> **WHAT NEEDS TO BE DONE**:
From the data below, give the number of lines holding the word "numbered", with nothing else added.

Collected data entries

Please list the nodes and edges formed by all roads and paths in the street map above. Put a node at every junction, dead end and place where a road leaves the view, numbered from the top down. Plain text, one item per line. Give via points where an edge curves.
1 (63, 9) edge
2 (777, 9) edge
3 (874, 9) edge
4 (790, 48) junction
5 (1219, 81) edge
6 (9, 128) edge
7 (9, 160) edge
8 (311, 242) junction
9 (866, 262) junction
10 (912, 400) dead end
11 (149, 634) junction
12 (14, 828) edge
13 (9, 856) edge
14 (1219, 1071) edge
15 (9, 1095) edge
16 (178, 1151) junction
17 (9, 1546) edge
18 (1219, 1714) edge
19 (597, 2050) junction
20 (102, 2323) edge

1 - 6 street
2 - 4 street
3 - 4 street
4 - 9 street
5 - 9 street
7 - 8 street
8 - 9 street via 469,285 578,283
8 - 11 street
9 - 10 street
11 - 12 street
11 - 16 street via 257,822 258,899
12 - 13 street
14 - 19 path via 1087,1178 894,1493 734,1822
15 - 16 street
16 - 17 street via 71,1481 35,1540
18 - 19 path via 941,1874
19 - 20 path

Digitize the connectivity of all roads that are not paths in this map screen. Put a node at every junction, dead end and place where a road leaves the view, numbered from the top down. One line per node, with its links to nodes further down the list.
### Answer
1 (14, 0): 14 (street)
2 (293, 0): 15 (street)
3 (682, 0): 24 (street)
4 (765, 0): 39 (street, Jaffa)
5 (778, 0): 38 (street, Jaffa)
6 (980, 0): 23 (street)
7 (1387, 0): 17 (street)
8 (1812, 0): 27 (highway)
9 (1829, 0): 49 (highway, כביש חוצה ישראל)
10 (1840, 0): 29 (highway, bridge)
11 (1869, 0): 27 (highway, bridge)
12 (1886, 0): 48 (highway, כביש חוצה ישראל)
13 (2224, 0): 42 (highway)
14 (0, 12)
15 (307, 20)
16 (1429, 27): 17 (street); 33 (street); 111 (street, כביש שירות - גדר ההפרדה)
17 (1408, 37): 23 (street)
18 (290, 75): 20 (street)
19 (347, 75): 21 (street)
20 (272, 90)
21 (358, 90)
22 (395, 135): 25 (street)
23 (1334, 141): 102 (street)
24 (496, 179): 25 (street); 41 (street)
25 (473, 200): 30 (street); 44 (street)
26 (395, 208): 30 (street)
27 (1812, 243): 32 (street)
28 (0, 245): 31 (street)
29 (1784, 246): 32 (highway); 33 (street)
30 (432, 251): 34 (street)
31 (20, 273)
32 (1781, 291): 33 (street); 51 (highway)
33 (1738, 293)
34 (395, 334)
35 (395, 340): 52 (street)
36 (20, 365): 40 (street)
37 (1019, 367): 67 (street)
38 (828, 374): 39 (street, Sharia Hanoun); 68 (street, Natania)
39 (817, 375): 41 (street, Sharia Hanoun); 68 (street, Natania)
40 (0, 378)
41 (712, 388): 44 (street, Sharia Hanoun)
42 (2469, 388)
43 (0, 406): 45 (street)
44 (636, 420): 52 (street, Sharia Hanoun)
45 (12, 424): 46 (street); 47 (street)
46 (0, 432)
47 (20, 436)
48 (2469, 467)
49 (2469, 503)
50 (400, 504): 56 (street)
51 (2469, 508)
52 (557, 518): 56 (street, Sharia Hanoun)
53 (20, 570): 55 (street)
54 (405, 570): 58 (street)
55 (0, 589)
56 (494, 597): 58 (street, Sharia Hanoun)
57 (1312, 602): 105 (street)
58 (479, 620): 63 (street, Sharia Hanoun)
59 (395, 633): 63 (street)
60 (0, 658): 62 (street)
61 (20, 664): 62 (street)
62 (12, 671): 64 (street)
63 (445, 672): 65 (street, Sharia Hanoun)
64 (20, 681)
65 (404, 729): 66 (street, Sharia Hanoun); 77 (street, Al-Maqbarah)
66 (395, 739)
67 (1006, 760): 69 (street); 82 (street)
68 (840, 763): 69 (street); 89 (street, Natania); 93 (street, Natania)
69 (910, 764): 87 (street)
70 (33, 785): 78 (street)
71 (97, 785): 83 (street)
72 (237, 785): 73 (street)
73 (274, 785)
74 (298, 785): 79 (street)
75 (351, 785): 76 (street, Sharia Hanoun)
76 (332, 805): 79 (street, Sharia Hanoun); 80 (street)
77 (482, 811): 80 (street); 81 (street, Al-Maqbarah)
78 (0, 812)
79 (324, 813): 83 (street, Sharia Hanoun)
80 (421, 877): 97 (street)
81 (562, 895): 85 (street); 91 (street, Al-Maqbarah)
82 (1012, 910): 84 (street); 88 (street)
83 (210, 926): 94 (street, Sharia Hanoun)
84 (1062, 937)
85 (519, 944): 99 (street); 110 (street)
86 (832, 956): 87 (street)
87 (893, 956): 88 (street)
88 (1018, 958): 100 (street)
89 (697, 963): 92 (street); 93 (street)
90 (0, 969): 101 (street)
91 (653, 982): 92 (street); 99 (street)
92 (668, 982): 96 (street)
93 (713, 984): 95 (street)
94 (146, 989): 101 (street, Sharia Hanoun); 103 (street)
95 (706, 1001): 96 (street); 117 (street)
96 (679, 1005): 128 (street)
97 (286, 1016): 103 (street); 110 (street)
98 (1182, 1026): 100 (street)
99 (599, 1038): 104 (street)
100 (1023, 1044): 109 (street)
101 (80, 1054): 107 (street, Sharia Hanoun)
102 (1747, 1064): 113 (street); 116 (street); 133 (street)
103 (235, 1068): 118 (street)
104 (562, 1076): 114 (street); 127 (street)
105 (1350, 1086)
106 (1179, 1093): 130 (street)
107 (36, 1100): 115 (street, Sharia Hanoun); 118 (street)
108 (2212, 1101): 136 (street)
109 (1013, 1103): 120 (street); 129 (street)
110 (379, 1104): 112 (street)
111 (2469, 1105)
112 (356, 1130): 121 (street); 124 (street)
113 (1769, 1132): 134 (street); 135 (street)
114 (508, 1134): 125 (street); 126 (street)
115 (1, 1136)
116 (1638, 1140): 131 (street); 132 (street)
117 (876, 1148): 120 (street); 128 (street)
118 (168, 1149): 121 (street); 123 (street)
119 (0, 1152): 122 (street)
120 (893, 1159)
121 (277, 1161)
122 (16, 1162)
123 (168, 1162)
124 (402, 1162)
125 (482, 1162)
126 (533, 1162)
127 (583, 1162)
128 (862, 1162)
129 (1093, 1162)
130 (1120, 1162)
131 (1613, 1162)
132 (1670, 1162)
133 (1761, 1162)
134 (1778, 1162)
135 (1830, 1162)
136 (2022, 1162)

> **ANSWER SPACE**:
2